The praxis of mediation that reflect on processes of embodiment, of engaging with the living presence experienced within the body, and posits that this place of being and knowing offers a unique and critical perspective to reflect on personal and shared experiences of a diasporic identity.
This paper abstract discusses the practice as research, integrating diverse methods of mediation into a framework for creating immersive media performative artwork inspired by the body and the diasporic experience of being in the world. The framework takes the form of embodied worldmaking through philosophical context and through reflection on the development of the framework in my creative practice. The emergence of this framework stems from the experience of traversing between and through multiple frames of movement and materials, and the desire to develop a methodological framework that will support the integration of bodily practices and archival materials in my work. The paper will offer a glimpse of creative practice centered in an ongoing research that examines the role of embodiment and emergence of technologies in the creative archival art methodologies and identity construction. The paper is a reflexive perspective on technological mediation, with the intention to particular used methods connecting embodied movement practice, embodied interaction design, and performative process of archiving.

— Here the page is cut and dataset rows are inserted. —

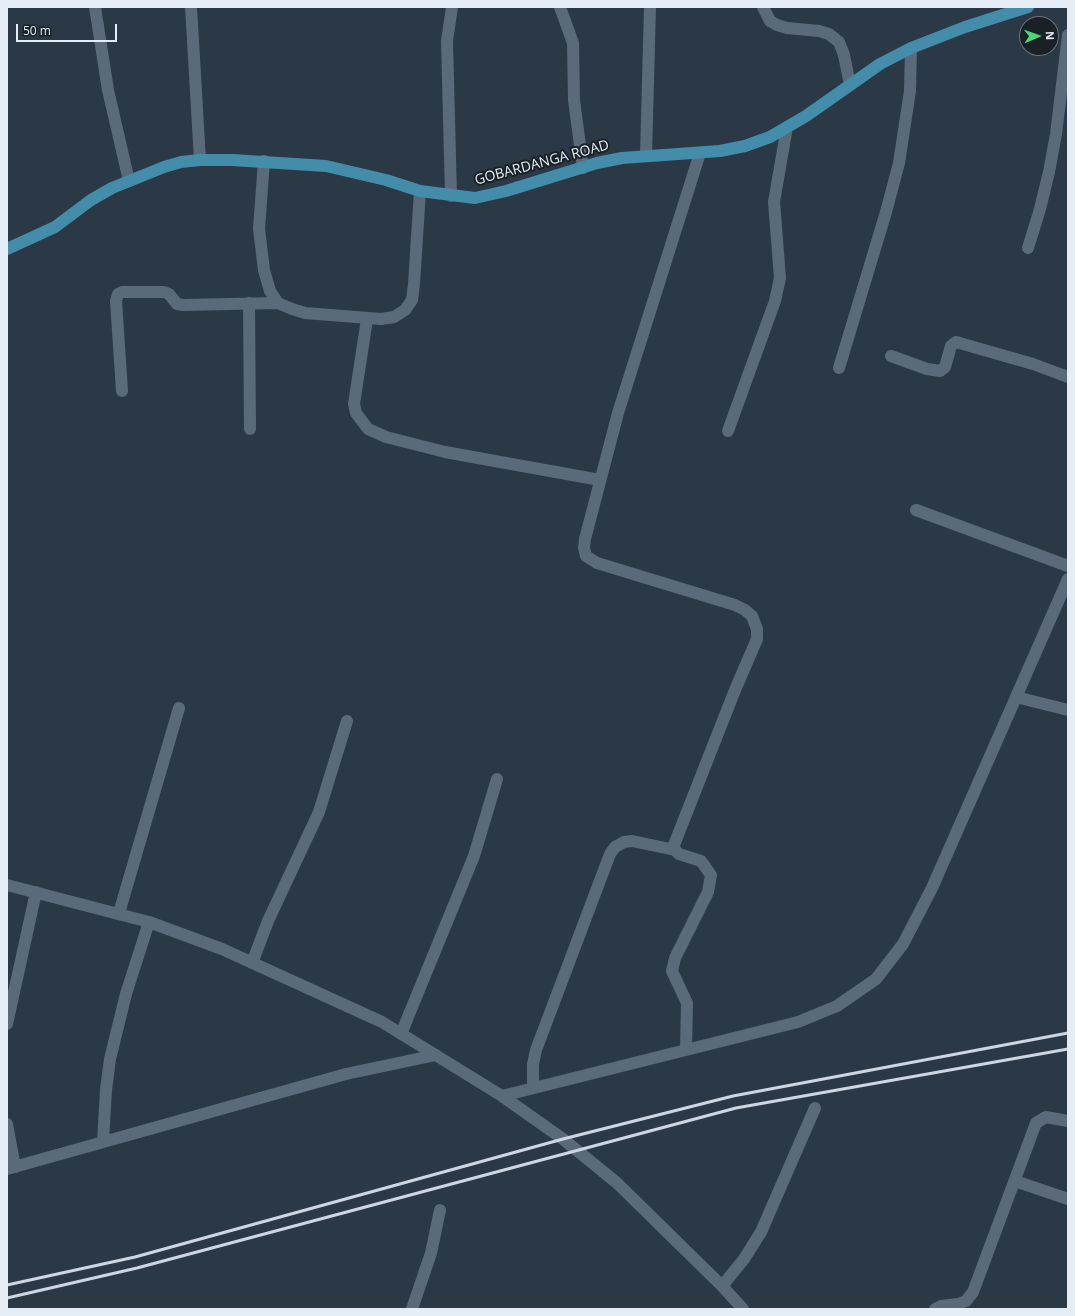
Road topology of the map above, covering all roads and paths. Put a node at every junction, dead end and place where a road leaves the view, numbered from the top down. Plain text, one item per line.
1 (95, 7) edge
2 (191, 7) edge
3 (452, 7) edge
4 (560, 7) edge
5 (650, 7) edge
6 (763, 7) edge
7 (1028, 7) edge
8 (1068, 35) edge
9 (911, 48) junction
10 (850, 85) junction
11 (787, 127) junction
12 (700, 153) junction
13 (646, 155) junction
14 (200, 160) junction
15 (264, 161) junction
16 (583, 168) junction
17 (129, 181) junction
18 (420, 192) junction
19 (451, 196) junction
20 (1028, 248) dead end
21 (7, 250) edge
22 (249, 303) junction
23 (278, 303) junction
24 (367, 319) junction
25 (891, 356) dead end
26 (839, 368) dead end
27 (1068, 377) edge
28 (122, 391) dead end
29 (250, 429) dead end
30 (728, 431) dead end
31 (600, 480) junction
32 (916, 510) dead end
33 (1068, 566) edge
34 (1068, 579) edge
35 (1016, 697) junction
36 (179, 708) dead end
37 (1068, 710) edge
38 (347, 721) dead end
39 (497, 779) dead end
40 (675, 850) junction
41 (7, 885) edge
42 (36, 892) junction
43 (119, 914) junction
44 (149, 922) junction
45 (252, 963) junction
46 (7, 1024) edge
47 (401, 1034) junction
48 (686, 1050) junction
49 (436, 1055) junction
50 (533, 1088) junction
51 (502, 1096) junction
52 (814, 1108) dead end
53 (1068, 1121) edge
54 (7, 1124) edge
55 (103, 1142) junction
56 (11, 1168) edge
57 (1015, 1180) junction
58 (1068, 1199) edge
59 (440, 1210) dead end
60 (722, 1286) junction
61 (412, 1309) edge
62 (743, 1309) edge
63 (935, 1309) edge

1 - 17 street
2 - 14 street
3 - 19 street
4 - 16 street
5 - 13 street
6 - 10 street
7 - 9 main road, GOBARDANGA ROAD
8 - 20 street
9 - 10 main road, GOBARDANGA ROAD
9 - 26 street
10 - 11 main road, GOBARDANGA ROAD
11 - 12 main road, GOBARDANGA ROAD
11 - 30 street
12 - 13 main road, GOBARDANGA ROAD
12 - 31 street
13 - 16 main road, GOBARDANGA ROAD
14 - 15 main road, GOBARDANGA ROAD
14 - 17 main road, GOBARDANGA ROAD
15 - 18 main road, GOBARDANGA ROAD
15 - 23 street
16 - 19 main road, GOBARDANGA ROAD
17 - 21 main road, GOBARDANGA ROAD
18 - 19 main road, GOBARDANGA ROAD
18 - 24 street
22 - 23 street
22 - 28 street
22 - 29 street
23 - 24 street
24 - 31 street
25 - 27 street
31 - 40 street
32 - 33 street
34 - 35 street
35 - 37 street
35 - 48 street
36 - 43 street
38 - 45 street
39 - 47 street
40 - 48 street
40 - 50 street
41 - 42 street
42 - 43 street
42 - 46 street
43 - 44 street
44 - 45 street
44 - 55 street
45 - 47 street
47 - 49 street
48 - 50 street
49 - 51 street
49 - 55 street
50 - 51 street
51 - 60 street
52 - 60 street
53 - 57 street
54 - 56 street
55 - 56 street
57 - 58 street
57 - 63 street
59 - 61 street
60 - 62 street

The paper is structured into four sections. In each section, I will describe the different relationships between various methods of mediation within the framework through the philosophies of Deleuze and Guattari(3), Elizabeth Grosz(4), and Maurice Merleau-Ponty(5). This is crucial in understanding the complexities of engaging with multiple movement and meditation spaces, including the material, conceptual, and affective dimensions of the work.
The first section, "Choreographies of Mediation," will delve into the multiple frames of movement involved in creating the artwork. The second section, "Archival Dwelling," will explore the performative processes of creative archiving inspired by Derrida's Archive Fever (6). Specifically, it will focus on the tension between recording and destruction, the performative process of recording, poetic mapping, and the concept of "Anarchive”(7) .
In the third section, "The Diasporic Gesture," I will reflect on intermediated phases that carry and re-materialize intricate, dispersed, disembodied, and fluid patterns of movement, gestures, and inscriptions across bodies, time, and space.
The fourth section, "Architectural Screendance," will reflect on the concept of rhizome as presented by Deleuze, and provide an overview of the development of an immersive screendance environment(8). In particular, it will focus on the development of the current collaborative research project "Experiential Continuity" at the n::D Lab.
Grosz, Elizabeth, and Peter. Eisenman. Architecture from the Outside : Essays on Virtual and Real Space. Cambridge, Mass: MIT Press, 2001.
Ihde, Don. Technology and the Lifeworld from Garden to Earth. Bloomington: Indiana University Press, 1990.
Deleuze, Gilles and Guattari, Felix (1988) A Thousand Plateaus Capitalism and Schizophrenia. Translated by Brian Massumi.
Grosz, Elizabeth, and Peter. Eisenman. Architecture from the Outside : Essays on Virtual and Real Space. Cambridge, Mass: MIT Press, 2001.
Merleau-Ponty, Maurice. Phénoménologie de la perception. Paris: Gallimard, 1976.
Derrida, Jacques. Archive Fever : a Freudian Impression. Pbk. ed. Chicago: University of Chicago Press, 1998.
Manning, Erin. “How Do WE REPAIR?” Theater (New Haven, Conn.) 50.2 (2020): 47–61.
Rosenberg, Douglas. “Archives and Architecture.” Screendance. United States: Oxford University Press, 2012.